1 João 2:15-17 Não amem o mundo nem o que nele há. O amor do Pai não está nos que amam o mundo; pois tudo o que há no mundo — a cobiça da carne, a cobiça dos olhos e a ostentação das riquezas — não provém do Pai, mas do mundo. Ora, o mundo e a sua cobiça passam, mas aquele que faz a vontade de Deus permanece para sempre.

1 João 3:1 Vejam que grande amor o Pai nos concedeu: sermos chamados filhos de Deus! E de fato somos filhos de Deus. Por isso o mundo não nos conhece, porque não o conheceu.

1 João 3:13 Não se admirem, irmãos, com o fato de o mundo os odiar.

1 João 3:17 Como pode permanecer o amor de Deus em alguém que possui bens materiais e vê seu irmão ou irmã em necessidade, mas se recusa a ajudá-lo?

1 João 4:1-5 Amados, não acreditem em qualquer espírito, mas ponham os espíritos à prova para ver se procedem de Deus, porque muitos falsos profetas têm saído pelo mundo. Nisto vocês reconhecem o Espírito de Deus: todo espírito que confessa que Jesus Cristo veio em carne é de Deus; e todo espírito que não confessa Jesus não é de Deus. Este é o espírito do anticristo, do qual vocês ouviram que viria, e agora ele já está no mundo. Filhinhos, vocês são de Deus e os venceram, porque maior é aquele que está em vocês do que aquele que está no mundo. Eles são do mundo; por isso, o que dizem é do mundo, e o mundo os ouve.

1 João 4:9 O amor de Deus se manifestou desta forma para conosco: Deus enviou seu Filho unigênito ao mundo, para que pudéssemos viver por meio dele.

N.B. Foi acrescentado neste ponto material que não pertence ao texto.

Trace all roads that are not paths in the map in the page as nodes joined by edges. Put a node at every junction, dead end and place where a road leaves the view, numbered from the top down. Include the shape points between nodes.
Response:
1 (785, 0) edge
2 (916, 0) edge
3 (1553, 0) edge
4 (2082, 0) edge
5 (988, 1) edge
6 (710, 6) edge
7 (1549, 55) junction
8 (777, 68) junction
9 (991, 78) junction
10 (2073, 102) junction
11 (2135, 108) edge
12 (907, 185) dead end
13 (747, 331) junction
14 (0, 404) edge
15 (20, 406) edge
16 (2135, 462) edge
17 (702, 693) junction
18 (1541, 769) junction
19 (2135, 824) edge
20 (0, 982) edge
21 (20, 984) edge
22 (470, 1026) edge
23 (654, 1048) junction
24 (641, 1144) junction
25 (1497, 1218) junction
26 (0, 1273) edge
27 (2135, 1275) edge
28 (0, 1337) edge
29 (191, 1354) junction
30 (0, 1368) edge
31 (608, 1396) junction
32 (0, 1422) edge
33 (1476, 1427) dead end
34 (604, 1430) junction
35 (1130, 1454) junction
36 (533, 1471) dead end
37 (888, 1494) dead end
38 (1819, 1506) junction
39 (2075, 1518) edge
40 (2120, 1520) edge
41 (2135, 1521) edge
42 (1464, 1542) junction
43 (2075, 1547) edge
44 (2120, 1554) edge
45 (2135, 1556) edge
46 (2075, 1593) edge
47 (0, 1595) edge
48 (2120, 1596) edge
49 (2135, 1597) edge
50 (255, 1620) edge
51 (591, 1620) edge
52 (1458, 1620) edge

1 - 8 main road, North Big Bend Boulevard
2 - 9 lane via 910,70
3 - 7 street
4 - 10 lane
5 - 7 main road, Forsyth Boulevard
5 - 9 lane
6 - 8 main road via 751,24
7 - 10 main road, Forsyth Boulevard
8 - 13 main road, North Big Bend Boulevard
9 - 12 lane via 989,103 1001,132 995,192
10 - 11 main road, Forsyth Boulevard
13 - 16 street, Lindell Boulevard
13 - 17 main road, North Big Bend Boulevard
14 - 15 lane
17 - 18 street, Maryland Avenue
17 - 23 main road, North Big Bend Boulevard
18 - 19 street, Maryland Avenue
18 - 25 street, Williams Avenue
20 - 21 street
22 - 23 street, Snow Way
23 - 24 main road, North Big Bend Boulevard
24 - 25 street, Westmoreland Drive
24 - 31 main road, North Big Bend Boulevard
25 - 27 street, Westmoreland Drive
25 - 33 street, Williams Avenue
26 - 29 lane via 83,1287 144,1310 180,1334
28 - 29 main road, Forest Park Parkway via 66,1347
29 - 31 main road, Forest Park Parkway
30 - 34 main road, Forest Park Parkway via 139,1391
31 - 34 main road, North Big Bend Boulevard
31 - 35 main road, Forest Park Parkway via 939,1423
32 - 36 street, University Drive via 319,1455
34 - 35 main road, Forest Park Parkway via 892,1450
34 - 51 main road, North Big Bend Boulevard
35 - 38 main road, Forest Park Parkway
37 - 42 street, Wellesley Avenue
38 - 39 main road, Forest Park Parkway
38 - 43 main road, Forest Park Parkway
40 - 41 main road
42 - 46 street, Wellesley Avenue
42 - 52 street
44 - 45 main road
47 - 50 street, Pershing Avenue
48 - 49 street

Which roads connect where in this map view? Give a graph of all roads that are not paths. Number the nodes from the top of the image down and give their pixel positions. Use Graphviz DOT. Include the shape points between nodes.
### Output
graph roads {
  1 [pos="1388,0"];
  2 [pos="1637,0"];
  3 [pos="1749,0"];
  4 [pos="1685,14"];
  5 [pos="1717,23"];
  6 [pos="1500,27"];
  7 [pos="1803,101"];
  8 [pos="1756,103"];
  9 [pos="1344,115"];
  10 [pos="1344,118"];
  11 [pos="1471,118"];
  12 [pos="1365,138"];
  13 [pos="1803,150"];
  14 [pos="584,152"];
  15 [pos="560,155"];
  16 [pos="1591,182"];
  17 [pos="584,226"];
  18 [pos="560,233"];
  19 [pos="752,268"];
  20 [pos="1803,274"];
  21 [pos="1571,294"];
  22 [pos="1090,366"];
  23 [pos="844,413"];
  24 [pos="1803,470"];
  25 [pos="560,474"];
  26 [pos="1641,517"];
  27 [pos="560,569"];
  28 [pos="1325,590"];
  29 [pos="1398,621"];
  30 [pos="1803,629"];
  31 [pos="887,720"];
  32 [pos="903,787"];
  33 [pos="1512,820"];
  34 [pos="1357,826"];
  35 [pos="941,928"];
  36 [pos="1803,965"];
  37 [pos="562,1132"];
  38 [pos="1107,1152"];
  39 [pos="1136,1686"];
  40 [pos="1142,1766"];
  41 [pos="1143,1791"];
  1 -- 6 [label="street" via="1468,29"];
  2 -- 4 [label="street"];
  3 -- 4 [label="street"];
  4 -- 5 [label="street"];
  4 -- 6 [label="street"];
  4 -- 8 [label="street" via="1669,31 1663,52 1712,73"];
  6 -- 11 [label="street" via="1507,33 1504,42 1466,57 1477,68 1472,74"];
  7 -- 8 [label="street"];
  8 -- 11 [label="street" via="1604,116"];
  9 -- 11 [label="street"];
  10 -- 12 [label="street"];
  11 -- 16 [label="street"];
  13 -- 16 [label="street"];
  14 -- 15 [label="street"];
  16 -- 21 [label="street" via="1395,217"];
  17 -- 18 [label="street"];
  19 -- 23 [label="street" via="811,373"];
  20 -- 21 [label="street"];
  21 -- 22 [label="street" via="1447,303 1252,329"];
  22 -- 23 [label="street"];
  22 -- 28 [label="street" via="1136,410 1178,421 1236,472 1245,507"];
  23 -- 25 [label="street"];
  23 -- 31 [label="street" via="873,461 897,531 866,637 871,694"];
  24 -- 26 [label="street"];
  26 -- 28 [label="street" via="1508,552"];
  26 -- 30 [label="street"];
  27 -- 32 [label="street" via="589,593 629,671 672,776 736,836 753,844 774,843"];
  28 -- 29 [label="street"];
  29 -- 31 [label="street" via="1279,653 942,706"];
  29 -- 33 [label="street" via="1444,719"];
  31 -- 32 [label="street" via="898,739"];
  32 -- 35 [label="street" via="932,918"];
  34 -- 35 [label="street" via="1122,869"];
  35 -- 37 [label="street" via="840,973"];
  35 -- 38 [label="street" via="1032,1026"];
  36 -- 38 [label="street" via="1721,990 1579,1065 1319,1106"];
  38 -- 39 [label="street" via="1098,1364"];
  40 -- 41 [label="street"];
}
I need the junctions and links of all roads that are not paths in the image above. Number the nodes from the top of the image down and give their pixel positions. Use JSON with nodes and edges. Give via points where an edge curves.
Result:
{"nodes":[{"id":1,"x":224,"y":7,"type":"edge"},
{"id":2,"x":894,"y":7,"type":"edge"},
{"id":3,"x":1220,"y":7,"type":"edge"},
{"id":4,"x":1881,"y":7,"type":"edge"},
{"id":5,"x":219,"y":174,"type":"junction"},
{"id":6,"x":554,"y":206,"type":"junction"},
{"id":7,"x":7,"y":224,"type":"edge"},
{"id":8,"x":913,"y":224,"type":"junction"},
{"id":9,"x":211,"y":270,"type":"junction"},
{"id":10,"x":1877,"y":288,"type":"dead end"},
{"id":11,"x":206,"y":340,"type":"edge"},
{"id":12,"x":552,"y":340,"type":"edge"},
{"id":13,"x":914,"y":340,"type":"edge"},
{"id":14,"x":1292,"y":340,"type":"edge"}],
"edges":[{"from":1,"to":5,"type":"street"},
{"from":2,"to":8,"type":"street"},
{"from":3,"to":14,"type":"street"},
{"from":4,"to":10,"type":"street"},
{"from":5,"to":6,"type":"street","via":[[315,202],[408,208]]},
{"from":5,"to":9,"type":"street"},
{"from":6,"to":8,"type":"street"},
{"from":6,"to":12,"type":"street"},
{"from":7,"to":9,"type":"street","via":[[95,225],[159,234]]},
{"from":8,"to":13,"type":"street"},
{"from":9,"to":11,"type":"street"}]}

1 João 4:14 E nós vimos e testemunhamos que o Pai enviou o seu Filho como Salvador do mundo.

1 João 4:17 Nisto é aperfeiçoado em nós o amor, para que tenhamos confiança no dia do juízo; pois, assim como ele é, também nós somos neste mundo.

1 João 5:4-5 Porque tudo o que é nascido de Deus vence o mundo. E esta é a vitória que vence o mundo: a nossa fé. Quem é que vence o mundo, senão aquele que crê que Jesus é o Filho de Deus?

1 João 5:19 Sabemos que somos filhos de Deus e que o mundo todo está sob o poder do maligno.

2 João 1:7 Muitos enganadores têm saído pelo mundo, os quais não confessam que Jesus Cristo veio em carne; qualquer pessoa assim é o enganador e o anticristo!